И все-таки удивительно, что при таком интенсивном и широком общении, какого требовал сбор материала, долгое время эту работу удавалось скрывать. Впрочем, я думаю, что КГБ стремился не столько обнаружить и пресечь единичный контакт, сколько «накрыть» редакцию и сам сборник в процессе работы.
Поэтому особенно конспиративно происходила сама работа над формированием и редактированием очередных сборников «Памяти».
Мое участие в этой работе, конечно, могло «засветить» всех остальных. Но мои коллеги не отстраняли меня от дела, видимо, понимая, насколько мое участие важно для меня самой. Только в это время мне особенно важно было не «маячить».

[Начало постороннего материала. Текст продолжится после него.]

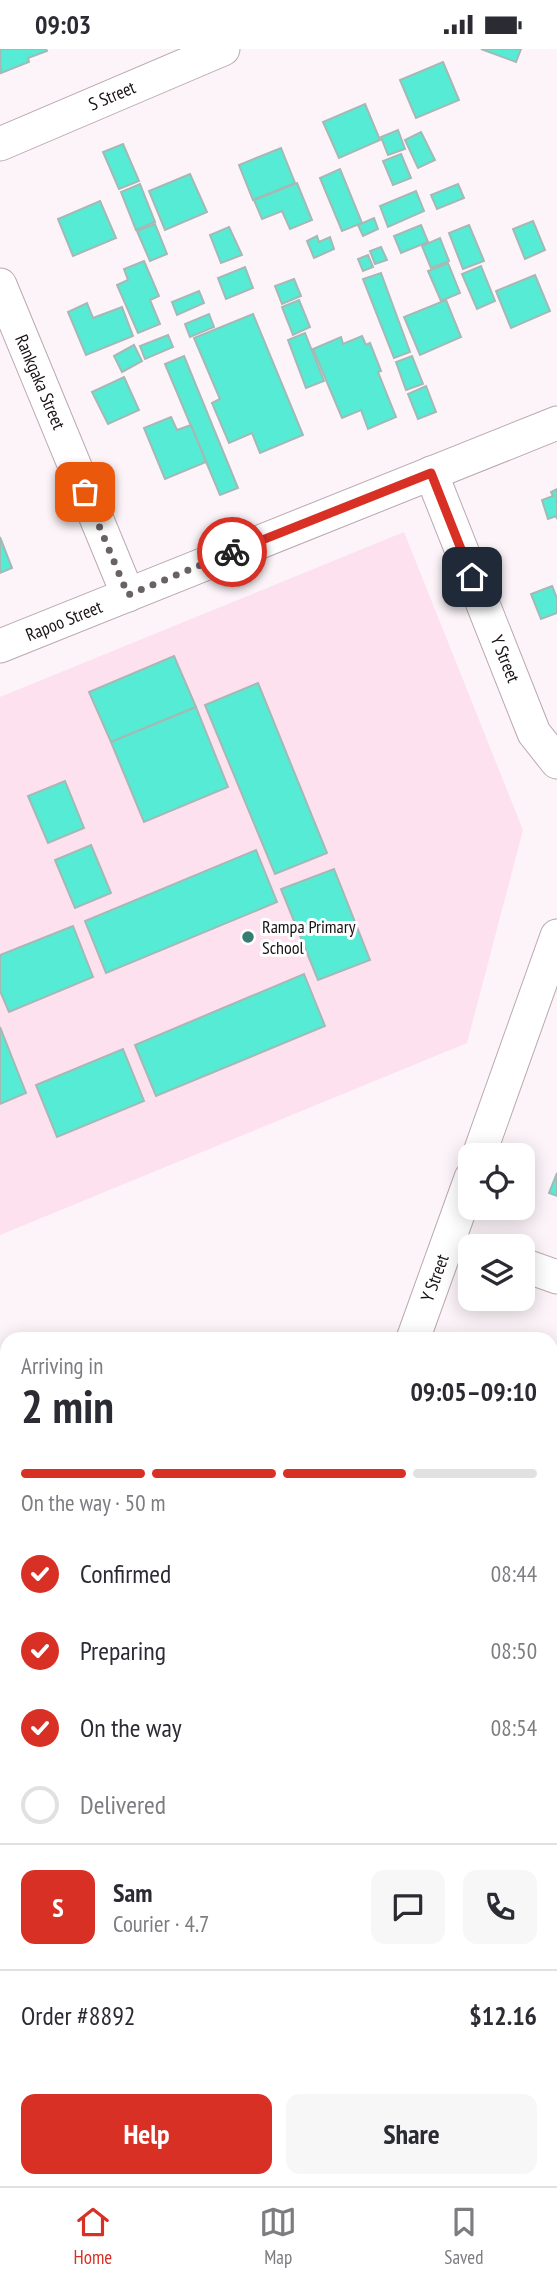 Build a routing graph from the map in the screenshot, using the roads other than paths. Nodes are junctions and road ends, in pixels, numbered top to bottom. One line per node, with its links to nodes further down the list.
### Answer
1 (223, 49): 2 (street, S Street)
2 (0, 144)
3 (0, 285): 6 (street, Rankgaka Street)
4 (557, 423): 5 (street, Rapoo Street)
5 (431, 473): 6 (street, Rapoo Street); 8 (street, Y Street)
6 (128, 595): 7 (street, Rapoo Street)
7 (0, 646)
8 (557, 762)
9 (557, 936): 10 (street)
10 (483, 1143)
11 (458, 1247): 14 (street, Y Street)
12 (535, 1269): 13 (street)
13 (557, 1277)
14 (416, 1332)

Как-то, весной 1976 или 77-го года, я приехала из Чуны, оставив Пашу с Анатолием — специально, чтобы принять участие в подготовке очередного (наверное, 2-го или 3-го) выпуска «Памяти». Толя обычно неодобрительно относился к моим занятиям; впрочем, только в том случае, когда дело касалось домашних забот — шитья или каких-нибудь подобных работ по дому. Но когда речь шла о работе над «Памятью», он обеспечивал мне полную свободу: «Конечно, поезжай и оставайся в Москве столько, сколько будет нужно. За Пашу не беспокойся — мы с ним не пропадем». В тот раз было решено работать в Ленинграде, чтобы не возить собранные бумаги туда-сюда. Сеня меня встретил и отвез в пустую квартиру своего друга. Это была даже не квартира, а что-то вроде маленькой мансарды, мастерской художника. Впрочем, хозяин мастерской был не художник, а фотограф, куда-то уехавший в это время. Отдельное жилье с отдельным ходом (редкость в Ленинграде). Меня оставили там одну, велели никуда не выходить и с осторожностью спускать воду в уборной (чтобы соседние жильцы не обратили внимания, что в пустом помещении кто-то есть). Ребята приносили мне еду — обычно это были консервы — курица с овощами, я разогревала их на плитке здесь же, в комнате, а ночью меня выводили погулять — если не ошибаюсь, по набережной Мойки и ближним улочкам. Несколько дней я прожила на этой конспиративной квартире, в основном сидя над машинописными страницами сборника.